AVAILABLE DATA below:
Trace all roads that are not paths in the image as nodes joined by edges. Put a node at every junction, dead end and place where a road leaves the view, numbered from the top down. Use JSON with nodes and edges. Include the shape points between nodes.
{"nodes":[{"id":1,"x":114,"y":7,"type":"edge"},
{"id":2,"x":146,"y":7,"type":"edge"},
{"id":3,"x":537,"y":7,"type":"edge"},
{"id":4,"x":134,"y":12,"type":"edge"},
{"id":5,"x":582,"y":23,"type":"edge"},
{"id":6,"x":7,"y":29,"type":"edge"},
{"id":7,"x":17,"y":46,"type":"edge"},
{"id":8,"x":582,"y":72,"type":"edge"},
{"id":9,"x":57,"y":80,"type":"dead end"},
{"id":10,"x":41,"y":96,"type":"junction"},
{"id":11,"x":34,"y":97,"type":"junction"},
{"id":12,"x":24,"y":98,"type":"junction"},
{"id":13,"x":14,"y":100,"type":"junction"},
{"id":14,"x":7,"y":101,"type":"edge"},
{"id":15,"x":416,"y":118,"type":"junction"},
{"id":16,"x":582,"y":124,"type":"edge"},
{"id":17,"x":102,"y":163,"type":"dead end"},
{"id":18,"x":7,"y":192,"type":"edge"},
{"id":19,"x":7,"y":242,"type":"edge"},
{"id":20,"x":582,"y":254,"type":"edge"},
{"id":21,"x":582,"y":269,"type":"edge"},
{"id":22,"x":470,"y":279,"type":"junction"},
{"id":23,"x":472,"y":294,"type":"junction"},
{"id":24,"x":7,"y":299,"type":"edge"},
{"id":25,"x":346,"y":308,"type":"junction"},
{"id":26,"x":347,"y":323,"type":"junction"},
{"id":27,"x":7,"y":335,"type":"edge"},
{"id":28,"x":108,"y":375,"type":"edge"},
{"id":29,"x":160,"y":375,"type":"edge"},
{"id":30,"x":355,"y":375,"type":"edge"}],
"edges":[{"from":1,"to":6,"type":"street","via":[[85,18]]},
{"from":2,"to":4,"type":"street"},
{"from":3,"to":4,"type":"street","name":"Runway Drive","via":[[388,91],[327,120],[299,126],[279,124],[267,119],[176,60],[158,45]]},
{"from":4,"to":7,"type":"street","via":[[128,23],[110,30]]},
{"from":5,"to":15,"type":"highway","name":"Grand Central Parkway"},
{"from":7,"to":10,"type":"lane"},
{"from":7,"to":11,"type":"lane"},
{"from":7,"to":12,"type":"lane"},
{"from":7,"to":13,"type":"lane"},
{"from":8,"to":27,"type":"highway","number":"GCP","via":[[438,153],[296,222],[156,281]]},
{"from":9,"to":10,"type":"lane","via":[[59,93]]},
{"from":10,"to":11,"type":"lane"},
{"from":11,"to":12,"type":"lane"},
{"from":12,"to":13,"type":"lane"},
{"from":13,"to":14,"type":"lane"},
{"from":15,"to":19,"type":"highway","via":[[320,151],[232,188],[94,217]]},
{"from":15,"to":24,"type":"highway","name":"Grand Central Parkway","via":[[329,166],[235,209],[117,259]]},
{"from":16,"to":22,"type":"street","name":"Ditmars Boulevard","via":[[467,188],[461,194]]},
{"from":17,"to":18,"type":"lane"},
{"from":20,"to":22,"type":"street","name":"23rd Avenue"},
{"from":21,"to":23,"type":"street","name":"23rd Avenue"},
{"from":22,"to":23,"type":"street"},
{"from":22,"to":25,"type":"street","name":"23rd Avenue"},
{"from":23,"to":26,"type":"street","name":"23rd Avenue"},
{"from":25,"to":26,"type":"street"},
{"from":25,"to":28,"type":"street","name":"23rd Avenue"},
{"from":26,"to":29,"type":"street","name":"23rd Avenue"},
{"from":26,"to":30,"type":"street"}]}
End of AVAILABLE DATA.
§ TASK INSTRUCTIONS
Please copy the data in full, character for character.

§ ANSWER SPACE
Trace all roads that are not paths in the image as nodes joined by edges. Put a node at every junction, dead end and place where a road leaves the view, numbered from the top down. Use JSON with nodes and edges. Include the shape points between nodes.
{"nodes":[{"id":1,"x":114,"y":7,"type":"edge"},
{"id":2,"x":146,"y":7,"type":"edge"},
{"id":3,"x":537,"y":7,"type":"edge"},
{"id":4,"x":134,"y":12,"type":"edge"},
{"id":5,"x":582,"y":23,"type":"edge"},
{"id":6,"x":7,"y":29,"type":"edge"},
{"id":7,"x":17,"y":46,"type":"edge"},
{"id":8,"x":582,"y":72,"type":"edge"},
{"id":9,"x":57,"y":80,"type":"dead end"},
{"id":10,"x":41,"y":96,"type":"junction"},
{"id":11,"x":34,"y":97,"type":"junction"},
{"id":12,"x":24,"y":98,"type":"junction"},
{"id":13,"x":14,"y":100,"type":"junction"},
{"id":14,"x":7,"y":101,"type":"edge"},
{"id":15,"x":416,"y":118,"type":"junction"},
{"id":16,"x":582,"y":124,"type":"edge"},
{"id":17,"x":102,"y":163,"type":"dead end"},
{"id":18,"x":7,"y":192,"type":"edge"},
{"id":19,"x":7,"y":242,"type":"edge"},
{"id":20,"x":582,"y":254,"type":"edge"},
{"id":21,"x":582,"y":269,"type":"edge"},
{"id":22,"x":470,"y":279,"type":"junction"},
{"id":23,"x":472,"y":294,"type":"junction"},
{"id":24,"x":7,"y":299,"type":"edge"},
{"id":25,"x":346,"y":308,"type":"junction"},
{"id":26,"x":347,"y":323,"type":"junction"},
{"id":27,"x":7,"y":335,"type":"edge"},
{"id":28,"x":108,"y":375,"type":"edge"},
{"id":29,"x":160,"y":375,"type":"edge"},
{"id":30,"x":355,"y":375,"type":"edge"}],
"edges":[{"from":1,"to":6,"type":"street","via":[[85,18]]},
{"from":2,"to":4,"type":"street"},
{"from":3,"to":4,"type":"street","name":"Runway Drive","via":[[388,91],[327,120],[299,126],[279,124],[267,119],[176,60],[158,45]]},
{"from":4,"to":7,"type":"street","via":[[128,23],[110,30]]},
{"from":5,"to":15,"type":"highway","name":"Grand Central Parkway"},
{"from":7,"to":10,"type":"lane"},
{"from":7,"to":11,"type":"lane"},
{"from":7,"to":12,"type":"lane"},
{"from":7,"to":13,"type":"lane"},
{"from":8,"to":27,"type":"highway","number":"GCP","via":[[438,153],[296,222],[156,281]]},
{"from":9,"to":10,"type":"lane","via":[[59,93]]},
{"from":10,"to":11,"type":"lane"},
{"from":11,"to":12,"type":"lane"},
{"from":12,"to":13,"type":"lane"},
{"from":13,"to":14,"type":"lane"},
{"from":15,"to":19,"type":"highway","via":[[320,151],[232,188],[94,217]]},
{"from":15,"to":24,"type":"highway","name":"Grand Central Parkway","via":[[329,166],[235,209],[117,259]]},
{"from":16,"to":22,"type":"street","name":"Ditmars Boulevard","via":[[467,188],[461,194]]},
{"from":17,"to":18,"type":"lane"},
{"from":20,"to":22,"type":"street","name":"23rd Avenue"},
{"from":21,"to":23,"type":"street","name":"23rd Avenue"},
{"from":22,"to":23,"type":"street"},
{"from":22,"to":25,"type":"street","name":"23rd Avenue"},
{"from":23,"to":26,"type":"street","name":"23rd Avenue"},
{"from":25,"to":26,"type":"street"},
{"from":25,"to":28,"type":"street","name":"23rd Avenue"},
{"from":26,"to":29,"type":"street","name":"23rd Avenue"},
{"from":26,"to":30,"type":"street"}]}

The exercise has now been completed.